[Saved data entries]
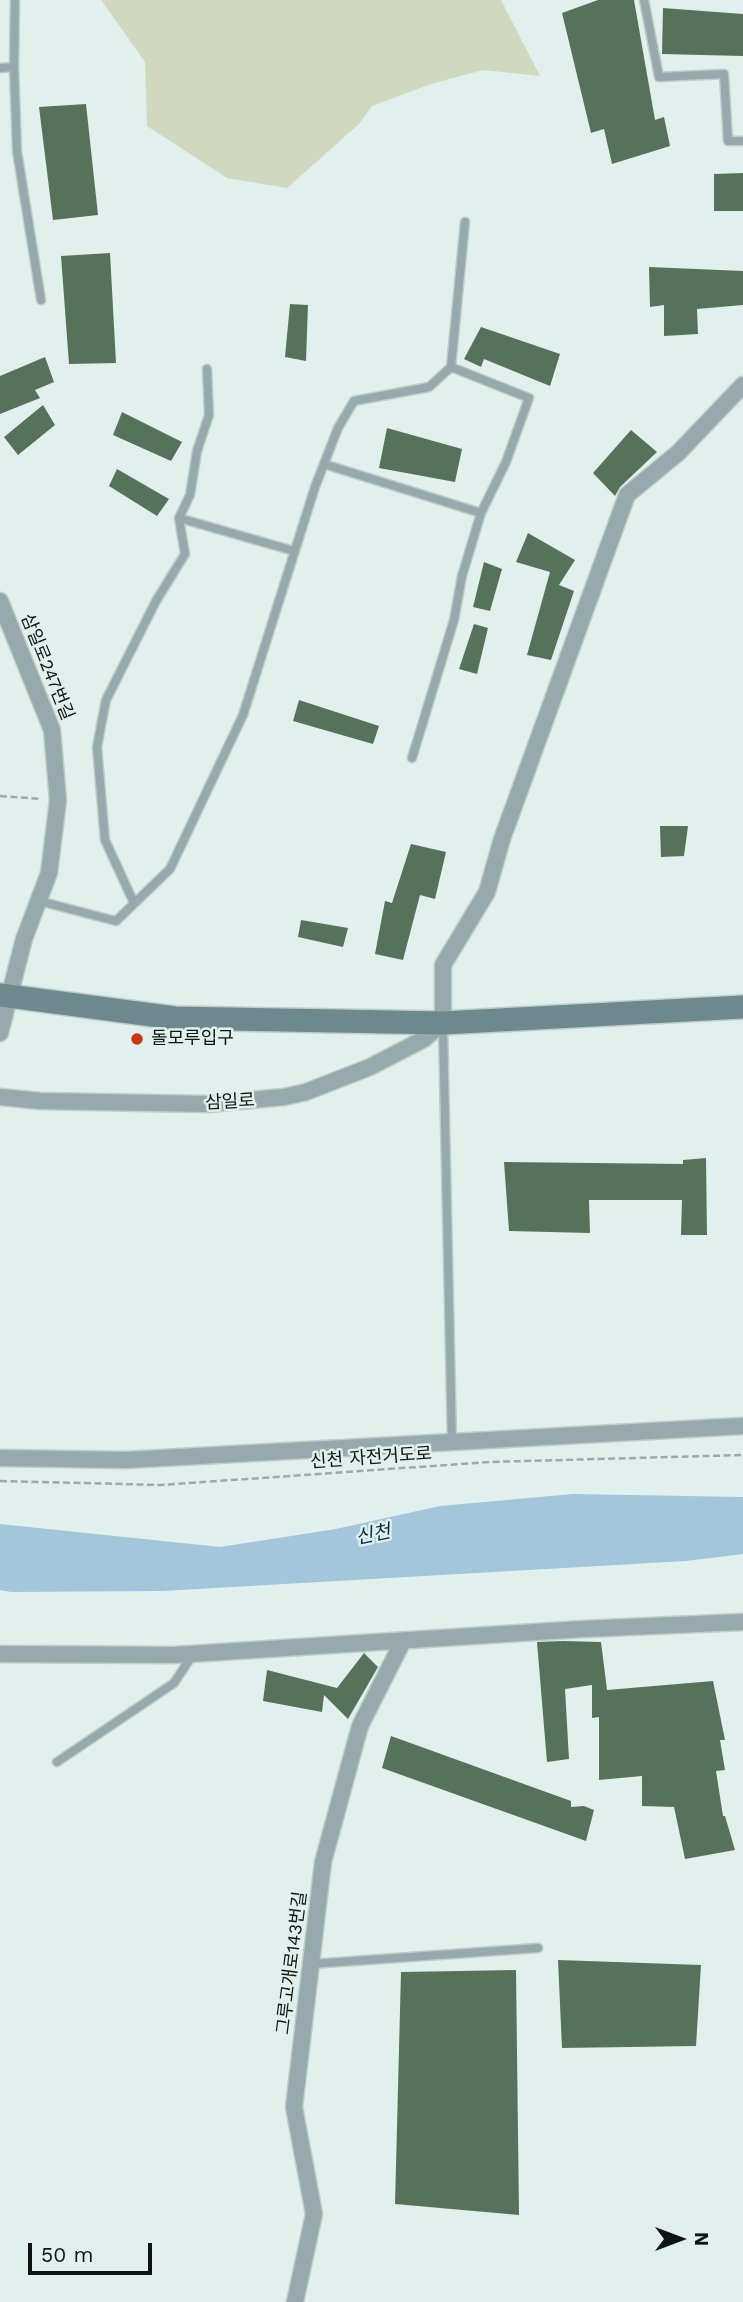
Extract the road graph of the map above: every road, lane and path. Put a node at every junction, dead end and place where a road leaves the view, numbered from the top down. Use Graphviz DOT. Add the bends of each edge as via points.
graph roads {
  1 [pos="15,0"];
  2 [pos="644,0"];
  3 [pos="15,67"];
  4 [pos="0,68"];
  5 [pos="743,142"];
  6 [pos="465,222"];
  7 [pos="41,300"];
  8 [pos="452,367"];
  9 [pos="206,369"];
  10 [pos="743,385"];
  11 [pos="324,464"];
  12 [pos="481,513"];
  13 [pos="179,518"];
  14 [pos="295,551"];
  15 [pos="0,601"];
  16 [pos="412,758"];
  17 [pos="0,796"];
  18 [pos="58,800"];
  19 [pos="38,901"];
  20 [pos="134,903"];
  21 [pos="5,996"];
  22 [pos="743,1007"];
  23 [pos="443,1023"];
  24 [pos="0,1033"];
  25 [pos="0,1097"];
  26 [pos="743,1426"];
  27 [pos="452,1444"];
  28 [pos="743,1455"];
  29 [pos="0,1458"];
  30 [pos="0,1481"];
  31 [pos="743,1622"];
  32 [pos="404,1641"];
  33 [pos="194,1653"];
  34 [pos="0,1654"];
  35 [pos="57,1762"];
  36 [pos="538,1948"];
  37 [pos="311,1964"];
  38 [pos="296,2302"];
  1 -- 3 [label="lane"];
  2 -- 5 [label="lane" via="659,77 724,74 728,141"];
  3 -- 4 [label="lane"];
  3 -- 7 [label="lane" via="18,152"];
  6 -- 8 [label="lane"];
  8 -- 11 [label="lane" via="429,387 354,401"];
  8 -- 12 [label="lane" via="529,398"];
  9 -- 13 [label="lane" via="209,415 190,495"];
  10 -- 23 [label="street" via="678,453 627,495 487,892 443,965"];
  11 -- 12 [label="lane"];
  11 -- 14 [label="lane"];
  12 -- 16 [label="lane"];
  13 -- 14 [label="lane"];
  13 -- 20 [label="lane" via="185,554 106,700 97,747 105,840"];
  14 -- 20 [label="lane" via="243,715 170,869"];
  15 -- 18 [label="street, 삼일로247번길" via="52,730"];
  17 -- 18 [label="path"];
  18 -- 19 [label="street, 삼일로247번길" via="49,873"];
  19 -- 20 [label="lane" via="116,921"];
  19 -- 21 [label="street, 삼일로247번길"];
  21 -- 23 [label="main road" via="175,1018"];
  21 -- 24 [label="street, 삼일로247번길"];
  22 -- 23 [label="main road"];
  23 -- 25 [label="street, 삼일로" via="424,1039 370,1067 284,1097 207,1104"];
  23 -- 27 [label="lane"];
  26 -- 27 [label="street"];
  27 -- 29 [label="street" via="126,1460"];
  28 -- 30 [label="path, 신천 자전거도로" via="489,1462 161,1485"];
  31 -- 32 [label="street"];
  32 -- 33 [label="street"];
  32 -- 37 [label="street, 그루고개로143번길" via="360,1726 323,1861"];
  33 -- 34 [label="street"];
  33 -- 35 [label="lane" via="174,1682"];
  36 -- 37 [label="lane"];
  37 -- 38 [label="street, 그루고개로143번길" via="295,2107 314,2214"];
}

• What the task requires:
A picture-free version of all the records, repeated exactly, is what to return.

• Exercise answer:
Extract the road graph of the map above: every road, lane and path. Put a node at every junction, dead end and place where a road leaves the view, numbered from the top down. Use Graphviz DOT. Add the bends of each edge as via points.
graph roads {
  1 [pos="15,0"];
  2 [pos="644,0"];
  3 [pos="15,67"];
  4 [pos="0,68"];
  5 [pos="743,142"];
  6 [pos="465,222"];
  7 [pos="41,300"];
  8 [pos="452,367"];
  9 [pos="206,369"];
  10 [pos="743,385"];
  11 [pos="324,464"];
  12 [pos="481,513"];
  13 [pos="179,518"];
  14 [pos="295,551"];
  15 [pos="0,601"];
  16 [pos="412,758"];
  17 [pos="0,796"];
  18 [pos="58,800"];
  19 [pos="38,901"];
  20 [pos="134,903"];
  21 [pos="5,996"];
  22 [pos="743,1007"];
  23 [pos="443,1023"];
  24 [pos="0,1033"];
  25 [pos="0,1097"];
  26 [pos="743,1426"];
  27 [pos="452,1444"];
  28 [pos="743,1455"];
  29 [pos="0,1458"];
  30 [pos="0,1481"];
  31 [pos="743,1622"];
  32 [pos="404,1641"];
  33 [pos="194,1653"];
  34 [pos="0,1654"];
  35 [pos="57,1762"];
  36 [pos="538,1948"];
  37 [pos="311,1964"];
  38 [pos="296,2302"];
  1 -- 3 [label="lane"];
  2 -- 5 [label="lane" via="659,77 724,74 728,141"];
  3 -- 4 [label="lane"];
  3 -- 7 [label="lane" via="18,152"];
  6 -- 8 [label="lane"];
  8 -- 11 [label="lane" via="429,387 354,401"];
  8 -- 12 [label="lane" via="529,398"];
  9 -- 13 [label="lane" via="209,415 190,495"];
  10 -- 23 [label="street" via="678,453 627,495 487,892 443,965"];
  11 -- 12 [label="lane"];
  11 -- 14 [label="lane"];
  12 -- 16 [label="lane"];
  13 -- 14 [label="lane"];
  13 -- 20 [label="lane" via="185,554 106,700 97,747 105,840"];
  14 -- 20 [label="lane" via="243,715 170,869"];
  15 -- 18 [label="street, 삼일로247번길" via="52,730"];
  17 -- 18 [label="path"];
  18 -- 19 [label="street, 삼일로247번길" via="49,873"];
  19 -- 20 [label="lane" via="116,921"];
  19 -- 21 [label="street, 삼일로247번길"];
  21 -- 23 [label="main road" via="175,1018"];
  21 -- 24 [label="street, 삼일로247번길"];
  22 -- 23 [label="main road"];
  23 -- 25 [label="street, 삼일로" via="424,1039 370,1067 284,1097 207,1104"];
  23 -- 27 [label="lane"];
  26 -- 27 [label="street"];
  27 -- 29 [label="street" via="126,1460"];
  28 -- 30 [label="path, 신천 자전거도로" via="489,1462 161,1485"];
  31 -- 32 [label="street"];
  32 -- 33 [label="street"];
  32 -- 37 [label="street, 그루고개로143번길" via="360,1726 323,1861"];
  33 -- 34 [label="street"];
  33 -- 35 [label="lane" via="174,1682"];
  36 -- 37 [label="lane"];
  37 -- 38 [label="street, 그루고개로143번길" via="295,2107 314,2214"];
}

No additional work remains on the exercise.